Queste sono le domande che odio di più perché non so mai quali scegliere. È un’enorme responsabilità. Direi quello che per me è ancora il più bel podcast italiano che sia stato fatto, che è Viaggio in Italia di Guido Piovene del 1954, che si può ascoltare su Radio Techetè. Certo allora il podcast era ancora una tecnologia lontana a venire, ma la sua forma, la scrittura, il lavoro della formidabile redazione radiocronache dell’epoca, farebbe invidia a qualsiasi executive producer contemporaneo. Il podcast che ho riscoperto durante la pandemia è stato Seeing White, la seconda stagione di Scene on Radio della Duke University. Un viaggio personale e planetario, contemporaneo e storico su come abbiamo creato l’idea di “bianco” e di supremazia. E per chiudere direi di continuare ad ascoltare il Podcast di Alessandro Barbero: non solo per capire il mondo di oggi mettendo insieme i pezzi sul mondo di ieri, ma anche per il dono prezioso che continua a farci Fabrizio Mele, che senza chiedere nulla in cambio continua a raccogliere le conferenze di Barbero, sistemarle e pubblicarle per la comunità di ascoltatori.
Per concludere cosa dobbiamo aspettarci da questa nuova edizione di Mondoascolti, la numero 9?
Quest’anno, grazie anche al contributo di Spreaker che supporta la rassegna, abbiamo fatto un passo a cui pensavamo già da tempo, ma che il Covid aveva fermato, ovvero apriamo l’orizzonte anche alla produzione italiana, pur rimanendo fedeli alle tematiche care al Festival. Nella sala 3 del Cinema Apollo avremo sempre 3 documentari in lingua straniera con i sottotitoli, ai quali si aggiungono 6 presentazioni di podcast italiani che in qualche modo hanno lasciato un segno nel 2021. I documentari raccontano di un uomo che ha passato tutta la vita a cercare di ritornare a vivere a Chernobyl, di un conflitto tra elefanti sul confine tra Angola e Botswana e di una coppia di anziani che decide di affrontare il percorso di fine vita in Svizzera.
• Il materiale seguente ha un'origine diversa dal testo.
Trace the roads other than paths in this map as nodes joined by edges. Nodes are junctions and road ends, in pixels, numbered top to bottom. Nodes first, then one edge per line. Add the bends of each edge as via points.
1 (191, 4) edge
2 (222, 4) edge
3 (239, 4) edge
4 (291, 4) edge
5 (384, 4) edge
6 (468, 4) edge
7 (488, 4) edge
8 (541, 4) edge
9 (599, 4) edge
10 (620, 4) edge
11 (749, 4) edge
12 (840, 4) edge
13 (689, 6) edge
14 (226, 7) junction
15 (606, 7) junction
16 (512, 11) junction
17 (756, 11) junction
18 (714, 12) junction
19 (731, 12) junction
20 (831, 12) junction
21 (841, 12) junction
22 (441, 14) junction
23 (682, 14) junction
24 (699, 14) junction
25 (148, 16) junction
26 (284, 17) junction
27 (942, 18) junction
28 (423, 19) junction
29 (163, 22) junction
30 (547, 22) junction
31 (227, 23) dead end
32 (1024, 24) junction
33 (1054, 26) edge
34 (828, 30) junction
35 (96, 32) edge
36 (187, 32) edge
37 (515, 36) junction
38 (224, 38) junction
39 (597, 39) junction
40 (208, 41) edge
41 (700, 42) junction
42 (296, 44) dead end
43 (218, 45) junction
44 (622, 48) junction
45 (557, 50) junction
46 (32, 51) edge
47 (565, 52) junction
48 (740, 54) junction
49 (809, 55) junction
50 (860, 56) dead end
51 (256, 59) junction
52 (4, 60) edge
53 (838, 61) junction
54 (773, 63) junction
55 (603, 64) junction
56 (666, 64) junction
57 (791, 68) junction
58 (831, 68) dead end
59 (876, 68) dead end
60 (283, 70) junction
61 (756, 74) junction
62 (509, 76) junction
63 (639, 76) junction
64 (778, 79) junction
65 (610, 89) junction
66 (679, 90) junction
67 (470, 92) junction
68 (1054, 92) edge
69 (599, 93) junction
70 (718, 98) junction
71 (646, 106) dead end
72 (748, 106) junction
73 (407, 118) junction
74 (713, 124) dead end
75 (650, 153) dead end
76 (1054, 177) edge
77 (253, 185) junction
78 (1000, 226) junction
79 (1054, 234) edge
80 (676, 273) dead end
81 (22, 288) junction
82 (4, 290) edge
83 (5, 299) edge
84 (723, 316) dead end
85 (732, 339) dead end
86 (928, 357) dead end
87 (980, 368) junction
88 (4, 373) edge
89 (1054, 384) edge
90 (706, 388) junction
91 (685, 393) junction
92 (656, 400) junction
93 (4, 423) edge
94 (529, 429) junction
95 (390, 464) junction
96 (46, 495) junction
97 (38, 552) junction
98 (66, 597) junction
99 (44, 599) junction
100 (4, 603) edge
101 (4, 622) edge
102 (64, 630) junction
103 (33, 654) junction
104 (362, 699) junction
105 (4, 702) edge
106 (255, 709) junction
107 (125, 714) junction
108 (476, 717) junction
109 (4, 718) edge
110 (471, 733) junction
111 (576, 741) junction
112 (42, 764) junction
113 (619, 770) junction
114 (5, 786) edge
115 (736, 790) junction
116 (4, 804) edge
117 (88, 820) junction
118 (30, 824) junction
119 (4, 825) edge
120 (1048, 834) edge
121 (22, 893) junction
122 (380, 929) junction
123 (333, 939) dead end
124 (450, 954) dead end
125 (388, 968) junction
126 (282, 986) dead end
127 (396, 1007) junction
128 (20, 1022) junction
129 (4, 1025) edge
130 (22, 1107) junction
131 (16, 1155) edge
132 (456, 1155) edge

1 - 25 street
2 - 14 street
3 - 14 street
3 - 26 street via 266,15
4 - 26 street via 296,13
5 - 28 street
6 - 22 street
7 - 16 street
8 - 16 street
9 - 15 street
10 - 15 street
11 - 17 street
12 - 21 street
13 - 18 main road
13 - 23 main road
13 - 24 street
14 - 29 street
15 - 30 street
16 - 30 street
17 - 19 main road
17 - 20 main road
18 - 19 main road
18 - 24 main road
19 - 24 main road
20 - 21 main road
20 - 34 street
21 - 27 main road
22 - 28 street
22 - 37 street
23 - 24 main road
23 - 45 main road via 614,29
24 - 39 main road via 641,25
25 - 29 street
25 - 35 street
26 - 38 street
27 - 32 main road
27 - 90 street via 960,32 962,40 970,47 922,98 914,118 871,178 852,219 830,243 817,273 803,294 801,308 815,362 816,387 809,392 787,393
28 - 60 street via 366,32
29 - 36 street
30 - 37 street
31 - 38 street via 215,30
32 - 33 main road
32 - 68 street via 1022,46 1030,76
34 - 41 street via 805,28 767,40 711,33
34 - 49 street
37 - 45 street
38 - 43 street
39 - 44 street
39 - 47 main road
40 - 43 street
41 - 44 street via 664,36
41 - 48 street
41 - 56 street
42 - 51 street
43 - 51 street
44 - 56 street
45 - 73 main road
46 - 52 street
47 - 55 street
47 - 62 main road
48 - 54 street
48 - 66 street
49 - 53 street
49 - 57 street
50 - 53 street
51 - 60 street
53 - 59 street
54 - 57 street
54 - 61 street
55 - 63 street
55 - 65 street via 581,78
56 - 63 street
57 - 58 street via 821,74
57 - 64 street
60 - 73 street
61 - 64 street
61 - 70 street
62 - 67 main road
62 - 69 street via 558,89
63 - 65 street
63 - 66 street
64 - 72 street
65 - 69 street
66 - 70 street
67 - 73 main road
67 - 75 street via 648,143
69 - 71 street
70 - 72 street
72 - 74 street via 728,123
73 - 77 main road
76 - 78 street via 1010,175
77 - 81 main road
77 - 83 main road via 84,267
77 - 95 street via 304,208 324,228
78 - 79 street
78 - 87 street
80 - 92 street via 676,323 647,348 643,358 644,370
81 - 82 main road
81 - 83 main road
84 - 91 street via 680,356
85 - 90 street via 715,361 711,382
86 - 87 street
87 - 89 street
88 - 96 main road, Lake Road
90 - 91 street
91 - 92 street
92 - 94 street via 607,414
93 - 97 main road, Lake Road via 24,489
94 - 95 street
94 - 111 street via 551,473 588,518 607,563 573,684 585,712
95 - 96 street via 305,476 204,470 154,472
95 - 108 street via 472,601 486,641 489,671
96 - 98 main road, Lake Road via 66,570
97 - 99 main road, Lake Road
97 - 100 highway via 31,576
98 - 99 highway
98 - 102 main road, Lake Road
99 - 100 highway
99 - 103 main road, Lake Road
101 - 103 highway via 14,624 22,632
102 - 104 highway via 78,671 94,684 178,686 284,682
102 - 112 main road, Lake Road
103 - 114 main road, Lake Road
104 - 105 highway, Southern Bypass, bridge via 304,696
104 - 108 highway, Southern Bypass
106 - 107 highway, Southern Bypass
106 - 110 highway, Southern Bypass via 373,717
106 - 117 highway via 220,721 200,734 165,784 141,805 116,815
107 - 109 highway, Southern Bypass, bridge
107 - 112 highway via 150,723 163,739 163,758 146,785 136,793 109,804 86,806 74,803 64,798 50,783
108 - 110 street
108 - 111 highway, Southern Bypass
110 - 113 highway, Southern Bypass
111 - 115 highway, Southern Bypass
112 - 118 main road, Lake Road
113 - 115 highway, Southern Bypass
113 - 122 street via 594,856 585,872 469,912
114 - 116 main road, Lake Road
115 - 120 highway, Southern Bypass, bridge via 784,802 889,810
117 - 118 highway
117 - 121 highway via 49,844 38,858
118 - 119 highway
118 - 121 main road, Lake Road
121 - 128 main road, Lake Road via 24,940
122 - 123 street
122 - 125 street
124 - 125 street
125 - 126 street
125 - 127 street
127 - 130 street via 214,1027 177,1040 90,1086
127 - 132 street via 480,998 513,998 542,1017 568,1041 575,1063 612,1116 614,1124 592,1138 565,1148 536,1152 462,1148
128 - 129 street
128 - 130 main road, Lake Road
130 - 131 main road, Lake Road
Per i podcast Italiani invece racconteremo la storia della prima donna ad aver fatto un coming out pubblico in Italia con Sara Poma, parleremo di comicità e politicamente corretto con John Modupe, di nuovo Est con Eleonora Sacco e Angelo Zinna, di come si fa a scoprire i podcast con Chiara Sagramola e Giacomo Bagni, del successo di Alessandro Barbero con Fabrizio Mele e io parlerò un po’ del primo lockdown con il mio podcast Problemi.